As directed in President Biden’s Executive Order and laid out in the report, the USDA Forest Service and the Interior Department’s Bureau of Land Management will use these definitions and initial inventory to continue to refine results, assess threats to old growth and mature forest stands, and conduct public engagement. In the near future, the USDA and BLM also plan to incorporate information gathered from the National Aeronautics and Space Administration’s (NASA) Global Ecosystem Dynamics Investigation mission, which will provide forest inventory and analysis plots using space-based laser measurements. These efforts will help the agencies meet the science-based approach required in the executive order as well as develop management policy and strategies to recruit, sustain, and restore mature and old-growth forests.

Pinyon and juniper woodlands are the most abundant forest type in the federally managed inventory of mature and old-growth forests, with nine million acres of old-growth pinyon-juniper across BLM and Forest Service lands and an additional 14 million acres of mature pinyon-juniper. This summer, the Forest Service and the BLM will be co-hosting public workshops focused on sustaining resilient pinyon-juniper ecosystems. The workshops are intended to ensure robust public engagement and scientific expertise and knowledge are underpinning the approaches taken to fulfill the Executive Order and other management strategies for ensuring healthy, resilient pinyon and juniper woodlands.

Interesting because as I’ve pointed out, previous forest policy issues and debates have always had a mesic/timber framing.  “Robust public engagement” might mean with those inhabiting those ecoystems- perhaps a different set of folks than the usual suspects.

USDA and DOI are also releasing a joint reforestation report (PDF, 471 KB) which includes reforestation targets, assessments and recommendations for increased capacity for seeds and nurseries.

In response to feedback from stakeholder engagement, the report offers recommendations to conduct seed and nursery operations, improve coordination with non-federal partners, leverage opportunities for innovation with the private sector, and build a reforestation workforce with partners like the Conservation Corps.

To develop targets for reforestation on public lands by 2030, USDA and DOI evaluated recent peer-reviewed assessments and datasets conducted on public lands and identified more than 2.3 million acres in need of reforestation. This report also includes an assessment of more than 70 million acres of possible reforestation opportunities with state, tribal and private landowners, providing valuable insight on how existing partnerships and programs could be focused where they are needed most.

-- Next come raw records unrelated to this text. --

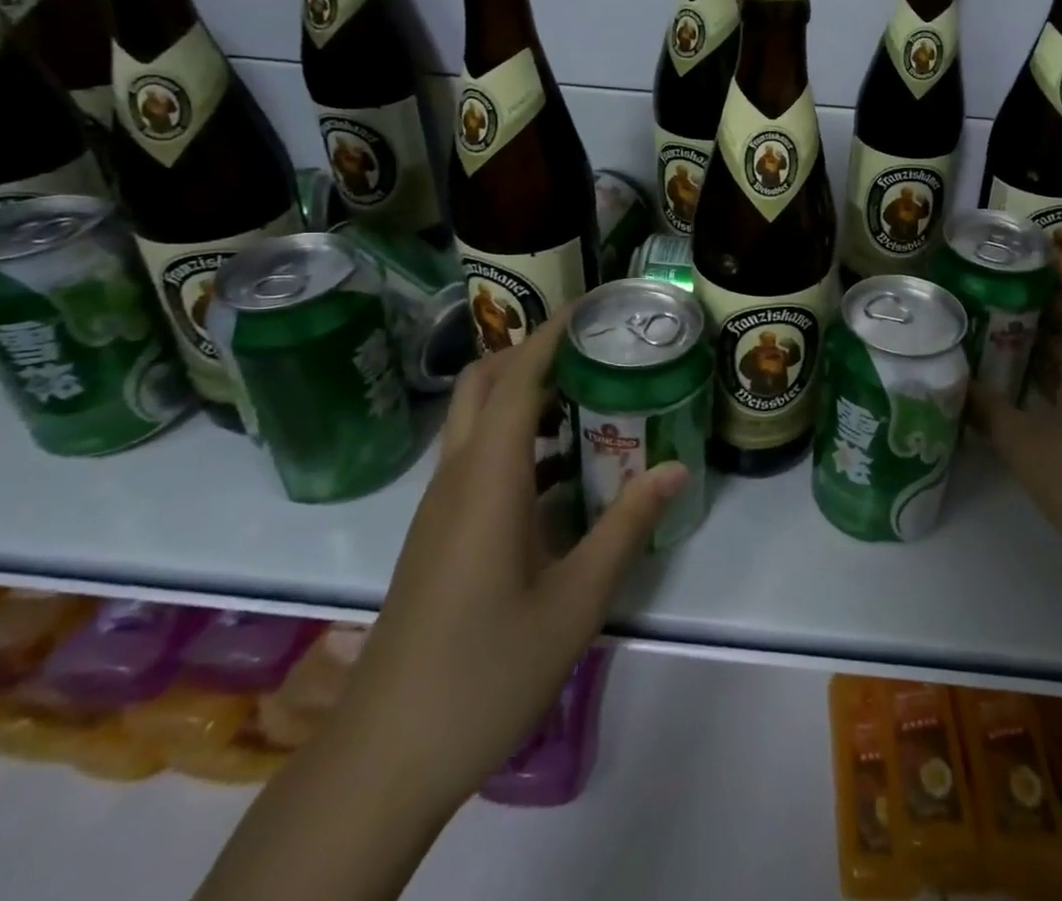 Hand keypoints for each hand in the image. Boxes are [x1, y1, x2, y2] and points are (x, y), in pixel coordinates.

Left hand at [325, 311, 690, 815]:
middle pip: (484, 382)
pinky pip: (477, 458)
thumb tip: (675, 467)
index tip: (596, 304)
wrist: (386, 758)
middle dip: (533, 349)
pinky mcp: (438, 533)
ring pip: (477, 419)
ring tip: (590, 395)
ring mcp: (440, 506)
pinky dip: (517, 438)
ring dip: (525, 393)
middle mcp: (458, 477)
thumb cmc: (486, 670)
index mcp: (488, 478)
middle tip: (593, 346)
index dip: (554, 331)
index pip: (518, 376)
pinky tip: (563, 469)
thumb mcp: (576, 600)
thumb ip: (627, 525)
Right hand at [971, 252, 1061, 598]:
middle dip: (1035, 297)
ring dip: (1045, 336)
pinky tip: (1024, 388)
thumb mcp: (1031, 451)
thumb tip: (954, 384)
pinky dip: (1060, 371)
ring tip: (992, 332)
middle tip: (983, 293)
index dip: (1052, 257)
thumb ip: (990, 413)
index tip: (1011, 249)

Advanced Notice of Public Rulemaking to Build Climate Resilience

With climate change and related stressors causing rapid, variable change on national forests and grasslands, the Forest Service is asking for public input on how the agency should adapt current policies to protect, conserve, and manage national forests and grasslands for climate resilience. This Advanced Notice of Proposed Rulemaking for National Forest and Grassland Climate Resilience will be published in the Federal Register and publication will begin a 60-day public comment period. The Forest Service is also consulting with tribes and requesting feedback on current issues and considerations related to relying on the best available science including indigenous knowledge, as well as climate adaptation, mature and old-growth forests, and considerations for social and economic resilience.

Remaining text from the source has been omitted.